[ABOUT THIS EXERCISE]: Copy out all lines in the data below containing the string "absolute".

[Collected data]
= = = = = = =
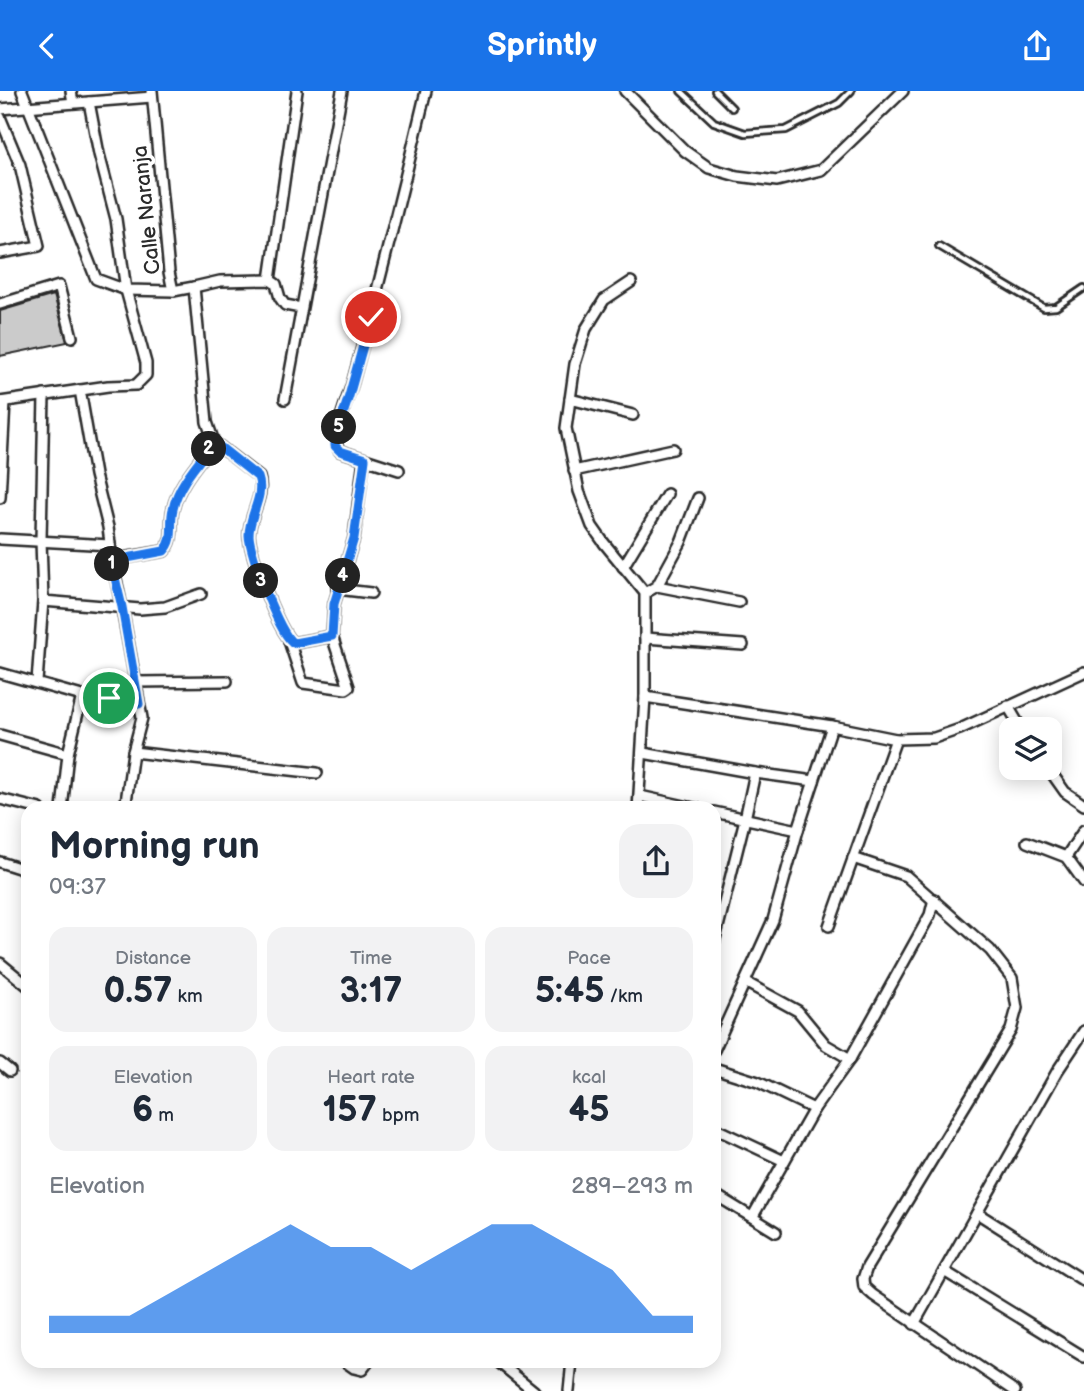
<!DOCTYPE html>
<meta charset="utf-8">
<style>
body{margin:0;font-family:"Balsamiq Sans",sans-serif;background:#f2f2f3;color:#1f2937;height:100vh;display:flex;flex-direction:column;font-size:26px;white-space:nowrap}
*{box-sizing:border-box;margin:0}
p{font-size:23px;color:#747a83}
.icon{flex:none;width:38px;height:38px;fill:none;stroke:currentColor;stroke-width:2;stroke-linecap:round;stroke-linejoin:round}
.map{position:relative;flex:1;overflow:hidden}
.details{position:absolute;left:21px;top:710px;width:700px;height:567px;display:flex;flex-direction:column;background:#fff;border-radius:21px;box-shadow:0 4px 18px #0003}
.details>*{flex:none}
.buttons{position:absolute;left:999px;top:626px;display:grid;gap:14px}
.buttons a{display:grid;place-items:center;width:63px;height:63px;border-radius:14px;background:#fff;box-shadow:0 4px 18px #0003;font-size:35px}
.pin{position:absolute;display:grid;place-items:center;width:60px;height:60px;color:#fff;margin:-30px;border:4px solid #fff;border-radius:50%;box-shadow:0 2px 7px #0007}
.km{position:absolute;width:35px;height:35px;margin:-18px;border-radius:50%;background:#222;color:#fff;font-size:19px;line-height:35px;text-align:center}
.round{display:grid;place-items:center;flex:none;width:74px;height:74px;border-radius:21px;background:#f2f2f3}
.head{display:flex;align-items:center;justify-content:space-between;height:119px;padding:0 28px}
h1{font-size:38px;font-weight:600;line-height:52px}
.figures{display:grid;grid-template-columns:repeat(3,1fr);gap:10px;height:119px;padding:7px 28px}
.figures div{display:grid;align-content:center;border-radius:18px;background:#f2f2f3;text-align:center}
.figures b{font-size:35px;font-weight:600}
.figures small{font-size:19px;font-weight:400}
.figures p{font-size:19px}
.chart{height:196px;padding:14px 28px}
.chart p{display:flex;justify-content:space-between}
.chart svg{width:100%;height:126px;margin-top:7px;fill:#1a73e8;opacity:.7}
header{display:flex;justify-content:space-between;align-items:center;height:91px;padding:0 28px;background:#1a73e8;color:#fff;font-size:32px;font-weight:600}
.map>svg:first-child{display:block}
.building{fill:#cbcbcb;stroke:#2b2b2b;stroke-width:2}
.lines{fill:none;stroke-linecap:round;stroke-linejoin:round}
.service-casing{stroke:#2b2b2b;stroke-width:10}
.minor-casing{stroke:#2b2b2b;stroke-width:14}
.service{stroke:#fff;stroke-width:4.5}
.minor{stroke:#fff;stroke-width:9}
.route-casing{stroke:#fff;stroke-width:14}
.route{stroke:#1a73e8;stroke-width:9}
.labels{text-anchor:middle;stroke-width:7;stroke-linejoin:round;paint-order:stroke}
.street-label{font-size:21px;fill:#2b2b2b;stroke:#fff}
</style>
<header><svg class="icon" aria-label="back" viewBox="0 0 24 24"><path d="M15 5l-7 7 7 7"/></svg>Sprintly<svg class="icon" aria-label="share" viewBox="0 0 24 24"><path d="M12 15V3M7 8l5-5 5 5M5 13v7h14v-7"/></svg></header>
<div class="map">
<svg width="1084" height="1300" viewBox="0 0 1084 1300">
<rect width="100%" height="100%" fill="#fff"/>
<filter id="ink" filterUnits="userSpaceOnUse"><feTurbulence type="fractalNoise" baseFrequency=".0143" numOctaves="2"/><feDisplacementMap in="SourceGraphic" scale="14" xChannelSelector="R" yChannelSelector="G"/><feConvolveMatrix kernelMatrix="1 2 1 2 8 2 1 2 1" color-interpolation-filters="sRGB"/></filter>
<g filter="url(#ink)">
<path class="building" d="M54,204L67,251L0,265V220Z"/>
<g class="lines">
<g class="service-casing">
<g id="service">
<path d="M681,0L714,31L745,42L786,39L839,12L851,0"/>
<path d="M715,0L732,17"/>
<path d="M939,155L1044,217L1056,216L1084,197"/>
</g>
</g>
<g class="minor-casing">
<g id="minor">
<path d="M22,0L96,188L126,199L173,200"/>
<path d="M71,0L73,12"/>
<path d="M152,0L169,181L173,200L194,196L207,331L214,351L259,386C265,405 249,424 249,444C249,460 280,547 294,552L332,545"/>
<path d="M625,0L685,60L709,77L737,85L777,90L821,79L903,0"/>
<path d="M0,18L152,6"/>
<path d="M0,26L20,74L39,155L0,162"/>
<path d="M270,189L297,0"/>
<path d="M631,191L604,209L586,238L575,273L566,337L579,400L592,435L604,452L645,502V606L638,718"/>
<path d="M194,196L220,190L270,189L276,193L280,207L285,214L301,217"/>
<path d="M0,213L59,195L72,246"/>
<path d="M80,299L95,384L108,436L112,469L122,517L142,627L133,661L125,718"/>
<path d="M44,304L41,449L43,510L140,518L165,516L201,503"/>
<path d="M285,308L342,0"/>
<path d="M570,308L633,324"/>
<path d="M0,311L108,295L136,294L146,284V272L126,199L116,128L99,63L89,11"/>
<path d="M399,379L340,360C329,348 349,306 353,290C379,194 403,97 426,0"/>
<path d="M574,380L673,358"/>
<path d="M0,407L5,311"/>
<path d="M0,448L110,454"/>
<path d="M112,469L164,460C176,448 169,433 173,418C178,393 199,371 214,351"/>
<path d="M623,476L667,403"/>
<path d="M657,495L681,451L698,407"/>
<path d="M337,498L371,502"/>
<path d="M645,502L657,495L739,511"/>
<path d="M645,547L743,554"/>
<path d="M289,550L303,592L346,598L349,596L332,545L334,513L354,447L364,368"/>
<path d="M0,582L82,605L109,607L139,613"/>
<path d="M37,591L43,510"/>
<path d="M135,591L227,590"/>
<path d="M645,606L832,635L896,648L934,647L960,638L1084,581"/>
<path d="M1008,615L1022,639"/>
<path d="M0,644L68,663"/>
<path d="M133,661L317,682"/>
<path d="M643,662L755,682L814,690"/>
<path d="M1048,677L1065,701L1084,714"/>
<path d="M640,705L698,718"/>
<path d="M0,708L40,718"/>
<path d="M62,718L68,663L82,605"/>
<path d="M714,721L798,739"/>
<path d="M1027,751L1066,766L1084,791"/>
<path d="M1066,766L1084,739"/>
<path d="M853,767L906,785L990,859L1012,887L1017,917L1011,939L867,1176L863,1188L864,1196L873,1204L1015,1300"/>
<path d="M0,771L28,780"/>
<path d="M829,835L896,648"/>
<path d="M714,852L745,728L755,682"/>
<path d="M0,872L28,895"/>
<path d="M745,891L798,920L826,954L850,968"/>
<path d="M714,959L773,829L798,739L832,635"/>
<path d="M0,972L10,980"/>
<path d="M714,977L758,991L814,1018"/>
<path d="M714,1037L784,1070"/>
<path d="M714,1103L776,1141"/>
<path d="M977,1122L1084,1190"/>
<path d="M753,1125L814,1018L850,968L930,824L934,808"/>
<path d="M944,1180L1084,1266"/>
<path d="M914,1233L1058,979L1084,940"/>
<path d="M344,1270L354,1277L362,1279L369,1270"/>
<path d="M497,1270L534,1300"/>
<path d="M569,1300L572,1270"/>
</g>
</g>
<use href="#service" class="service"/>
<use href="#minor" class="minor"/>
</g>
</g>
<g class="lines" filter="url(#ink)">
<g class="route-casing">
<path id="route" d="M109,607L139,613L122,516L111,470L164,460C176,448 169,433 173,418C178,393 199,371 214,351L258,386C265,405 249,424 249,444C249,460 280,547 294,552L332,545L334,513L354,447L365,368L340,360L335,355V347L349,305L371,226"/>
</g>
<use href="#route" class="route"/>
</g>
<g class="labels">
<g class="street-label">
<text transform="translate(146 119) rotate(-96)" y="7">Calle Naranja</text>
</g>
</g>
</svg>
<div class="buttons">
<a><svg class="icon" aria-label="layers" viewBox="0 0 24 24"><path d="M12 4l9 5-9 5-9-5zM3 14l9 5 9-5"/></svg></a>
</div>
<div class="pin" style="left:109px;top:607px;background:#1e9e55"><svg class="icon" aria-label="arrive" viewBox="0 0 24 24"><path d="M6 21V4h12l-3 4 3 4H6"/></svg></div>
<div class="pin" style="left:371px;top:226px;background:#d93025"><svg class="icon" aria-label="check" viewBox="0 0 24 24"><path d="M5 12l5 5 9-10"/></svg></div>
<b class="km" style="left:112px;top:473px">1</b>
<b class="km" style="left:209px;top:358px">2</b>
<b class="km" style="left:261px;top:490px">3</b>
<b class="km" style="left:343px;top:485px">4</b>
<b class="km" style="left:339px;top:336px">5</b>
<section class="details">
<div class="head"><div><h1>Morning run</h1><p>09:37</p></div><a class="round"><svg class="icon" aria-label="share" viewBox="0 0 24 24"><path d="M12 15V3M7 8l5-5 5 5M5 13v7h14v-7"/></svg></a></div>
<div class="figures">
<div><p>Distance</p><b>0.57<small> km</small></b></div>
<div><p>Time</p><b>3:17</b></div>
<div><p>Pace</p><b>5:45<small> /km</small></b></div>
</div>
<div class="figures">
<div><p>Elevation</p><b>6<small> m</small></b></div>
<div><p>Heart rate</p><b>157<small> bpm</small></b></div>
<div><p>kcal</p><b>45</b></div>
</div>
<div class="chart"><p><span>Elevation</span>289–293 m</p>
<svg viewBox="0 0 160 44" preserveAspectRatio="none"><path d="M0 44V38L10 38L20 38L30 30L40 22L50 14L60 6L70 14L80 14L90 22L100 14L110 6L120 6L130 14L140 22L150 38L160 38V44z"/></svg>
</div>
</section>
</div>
= = = = = = =
[TASK RESULT]:
.details{position:absolute;left:21px;top:710px;width:700px;height:567px;display:flex;flex-direction:column;background:#fff;border-radius:21px;box-shadow:0 4px 18px #0003}
.buttons{position:absolute;left:999px;top:626px;display:grid;gap:14px}
.pin{position:absolute;display:grid;place-items:center;width:60px;height:60px;color:#fff;margin:-30px;border:4px solid #fff;border-radius:50%;box-shadow:0 2px 7px #0007}
.km{position:absolute;width:35px;height:35px;margin:-18px;border-radius:50%;background:#222;color:#fff;font-size:19px;line-height:35px;text-align:center}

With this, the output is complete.